AlphanumERIC (sometimes seen as alphamERIC) is a combination of alphabetic and numERIC characters, and is used to describe the collection of Latin letters and Arabic digits or a text constructed from this collection.
In layouts designed for English language users, alphanumeric characters are those comprised of the combined set of the 26 alphabetic characters, A to Z…
Alfa, Bravo, Charlie, Delta, Echo, Foxtrot, Golf, Hotel, India, Juliett, Kilo, Lima, Mike, November, Oscar, Papa, Quebec, Romeo, Sierra, Tango, Uniform, Victor, Whiskey, X-ray, Yankee, Zulu
…and the 10 Arabic numerals, 0 to 9.
Go decrypt this encrypted number code. Click “Copy Me” and bring it along to Decrypt by pasting it into “Your Message”. Of course, the operating mode, you choose would be “Decrypt”.
Watch the AlphanumERIC Challenge and analyze what is and isn’t possible in combination.
In this alphanumERIC, the sum of two two-digit numbers is also a two-digit number:
- If A, B and C are distinct digits (A≠B≠C), how many distinct ordered tripples (A,B,C) are there that satisfy this equation: AB+AB=CC?
Depending on the alphanumERIC base (e.g. the Scrabble letter distributions, a simple Keypad or even simplier, the English alphabet) one chooses, the name ERIC results in the number total of either 6, 7 or 8:
ERIC = 1 1 1 3
→ 1+1+1+3 = 6
ERIC = 3 7 4 2
→ 3+7+4+2 = 16
→ 1+6 = 7
ERIC = 5 18 9 3
→ 5+18+9+3 = 35
→ 3+5 = 8
When a string of mixed alphabets and numerals is presented for human interpretation, ambiguities arise. The most obvious is the similarity of the letters I, O and Q to the numbers 1 and 0. Therefore, depending on the application, various subsets of the alphanumeric were adopted to avoid misinterpretation by humans.
- In passenger aircrafts, aircraft seat maps were designated by row number followed by column letter. For wide bodied jets, the seats can be 10 across, labeled ABC-DEFG-HJK. The letter I is skipped to avoid confusion with row number 1.
- In vehicle identification numbers used by motor vehicle manufacturers, the letters I, O and Q are omitted for their similarity to 1 or 0.
- Tiny embossed letters are used to label pins on an electrical connectors. The letters I, O, Q, S and Z were dropped to ease eye strain with 1, 0, 5, 3,and 2. That subset is named the DEC Alphabet after the company that first used it.

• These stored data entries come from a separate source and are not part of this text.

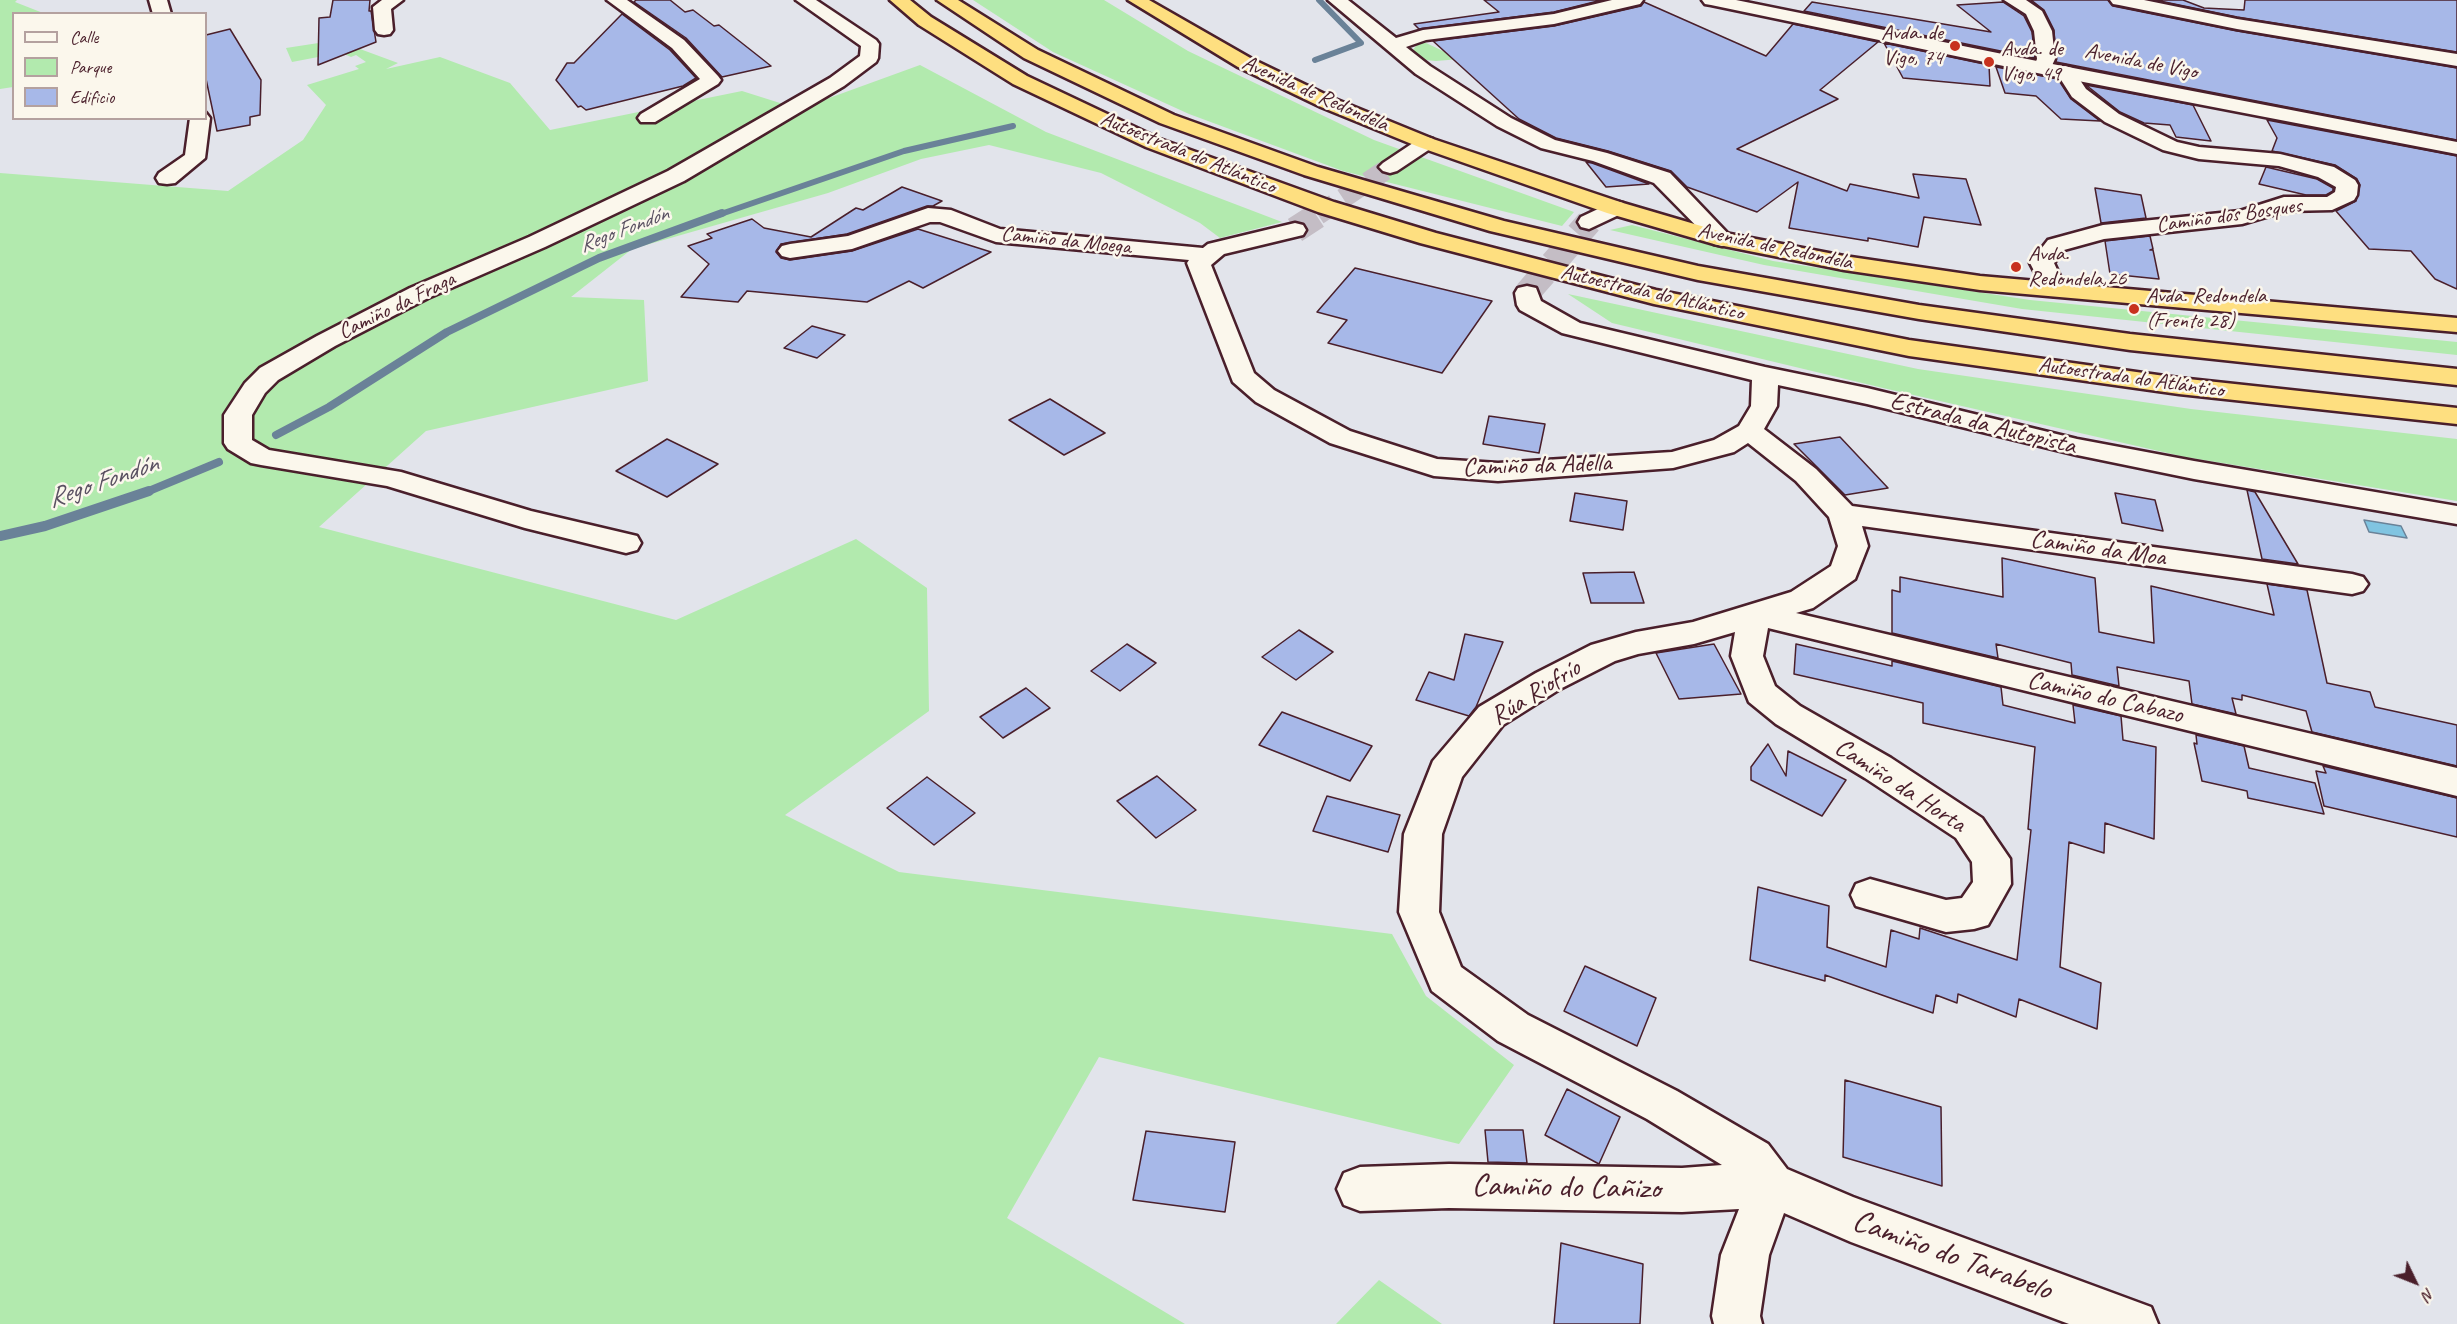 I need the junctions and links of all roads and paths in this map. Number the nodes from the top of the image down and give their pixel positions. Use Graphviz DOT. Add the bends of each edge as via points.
graph roads {
  1 [pos="394,0"];
  2 [pos="616,0"];
  3 [pos="804,0"];
  4 [pos="899,0"];
  5 [pos="946,0"];
  6 [pos="1137,0"];
  7 [pos="1337,0"];
  8 [pos="1634,0"];
  9 [pos="1711,0"];
  10 [pos="2013,0"];
  11 [pos="2119,0"];
  12 [pos="384,30"];
  13 [pos="1393,45"];
  14 [pos="2449,58"];
  15 [pos="2042,68"];
  16 [pos="2065,72"];
  17 [pos="2457,77"];
  18 [pos="648,118"];
  19 [pos="200,120"];
  20 [pos="1426,142"];
  21 [pos="2457,148"];
  22 [pos="1390,167"];
  23 [pos="167,178"];
  24 [pos="1615,208"];
  25 [pos="1589,222"];
  26 [pos="1295,230"];
  27 [pos="1722,239"];
  28 [pos="790,251"];
  29 [pos="1207,255"];
  30 [pos="2054,289"];
  31 [pos="1527,293"];
  32 [pos="2457,325"];
  33 [pos="1765,375"];
  34 [pos="2457,377"];
  35 [pos="2457,416"];
  36 [pos="1749,431"];
  37 [pos="1844,514"];
  38 [pos="2457,515"];
  39 [pos="626,543"];
  40 [pos="2352,585"];
  41 [pos="1754,614"];
  42 [pos="2457,782"];
  43 [pos="1870,895"];
  44 [pos="1771,1185"];
  45 [pos="1360,1189"];
  46 [pos="1738,1324"];
  47 [pos="2134,1324"];
  1 -- 12 [label="street" via="382,7"];
  2 -- 18 [label="street" via="678,44 711,80"];
  3 -- 39 [label="street, Camiño da Fraga" via="870,44 869,57 837,82 676,176 419,293 326,341 268,374 238,415 238,442 261,457 390,478 525,519"];
  4 -- 35 [label="highway, Autoestrada do Atlántico" via="925,21 1020,80 1152,143 1326,207 1428,238 1654,297 1909,348 2179,386"];
  5 -- 34 [label="highway, Autoestrada do Atlántico" via="1031,54 1167,119 1311,171 1498,226 1698,273 1919,312 2130,342"];
  6 -- 20 [label="highway, Avenida de Redondela" via="1245,63 1328,103"];
  7 -- 13 [label="street"];
  8 -- 13 [label="street" via="1554,19 1423,35"];
  9 -- 15 [label="street, Avenida de Vigo"];
  10 -- 15 [label="street" via="2033,11 2043,31 2046,59"];
  11 -- 14 [label="street" via="2257,28"];
  13 -- 27 [label="street" via="1422,70 1504,122 1548,144 1662,178"];
  14 -- 17 [label="street"];
  15 -- 16 [label="street, Avenida de Vigo"];
  16 -- 21 [label="street, Avenida de Vigo"];
  16 -- 30 [label="street, Camiño dos Bosques" via="2079,93 2112,117 2170,146 2199,153 2280,160 2326,172 2346,185 2346,195 2331,203 2284,204 2242,217 2103,232 2056,245 2042,263"];
  19 -- 23 [label="street" via="195,158"];
  20 -- 22 [label="street"];
  20 -- 24 [label="highway, Avenida de Redondela"];
  24 -- 25 [label="street"];
  24 -- 27 [label="highway, Avenida de Redondela"];
  26 -- 29 [label="street" via="1216,249"];
  27 -- 30 [label="highway, Avenida de Redondela" via="1844,263 1980,283"];
  28 -- 29 [label="street, Camiño da Moega" via="852,242 928,215 943,215 996,236"];
  29 -- 36 [label="street, Camiño da Adella" via="1199,263 1242,376 1265,396 1340,437 1434,467 1498,472 1673,460 1724,446"];
  30 -- 32 [label="highway, Avenida de Redondela"];
  31 -- 33 [label="street, Estrada da Autopista" via="1529,304 1572,328"];
  33 -- 36 [label="street" via="1764,406"];
  33 -- 38 [label="street, Estrada da Autopista" via="2112,454"];
  36 -- 37 [label="street, Rúa Riofrío" via="1806,475"];
  37 -- 40 [label="street, Camiño da Moa"];
  37 -- 41 [label="street, Rúa Riofrío" via="1853,546 1844,572 1802,600"];
  41 -- 42 [label="street, Camiño do Cabazo"];
  41 -- 43 [label="street, Camiño da Horta" via="1747,656 1761,693 1788,715 1969,828 1991,859 1992,884 1974,913 1946,916"];
  41 -- 44 [label="street, Rúa Riofrío" via="1694,633 1603,653 1491,716 1442,781 1423,834 1419,912 1446,979 1513,1028 1662,1105 1752,1159"];
  44 -- 45 [label="street, Camiño do Cañizo" via="1683,1190 1449,1186"];
  44 -- 46 [label="street" via="1745,1255"];
  44 -- 47 [label="street, Camiño do Tarabelo" via="1851,1219"];
} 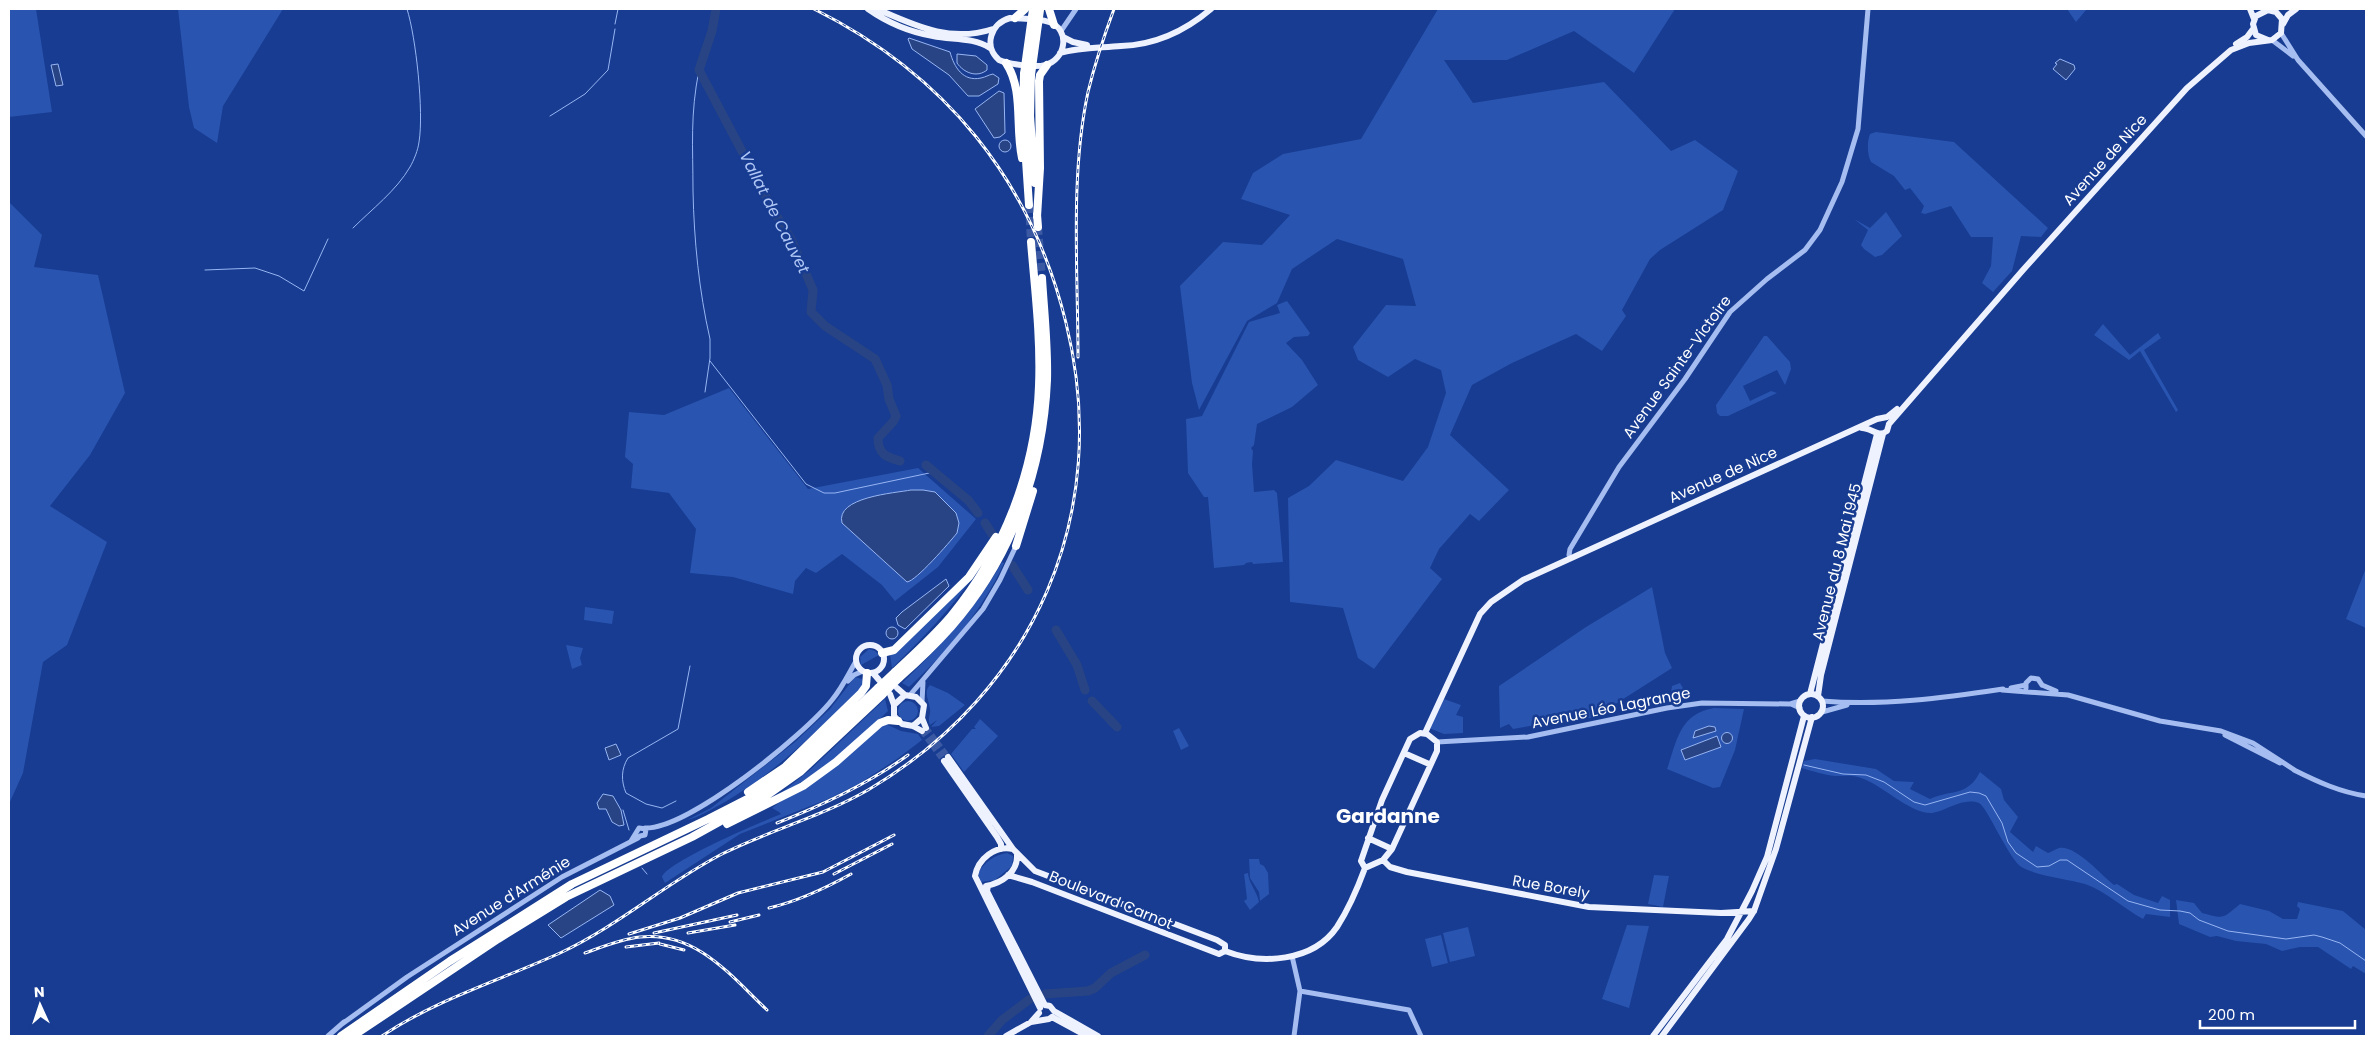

- For alphanumerics that are frequently handwritten, in addition to I and O, V is avoided because it looks like U in cursive, and Z for its similarity to 2.
The Binary Code
A code that uses just 2 symbols to represent information is considered binary code.
Different versions have been around for centuries and used in a variety of contexts.
Perhaps the most common use for binary nowadays is in computers: Binary code is the way that most computers and computerized devices ultimately send, receive and store information.
The Morse code was developed by Samuel Morse in the 1800s when he worked with an electrical telegraph system sending pulses of electric current and an electromagnet. His code used the pulse and breaks between them to transmit information. Popular with amateur radio operators, this code is no longer required if you want to get a U.S. pilots or air traffic controller license, though these individuals often have a basic understanding of the code.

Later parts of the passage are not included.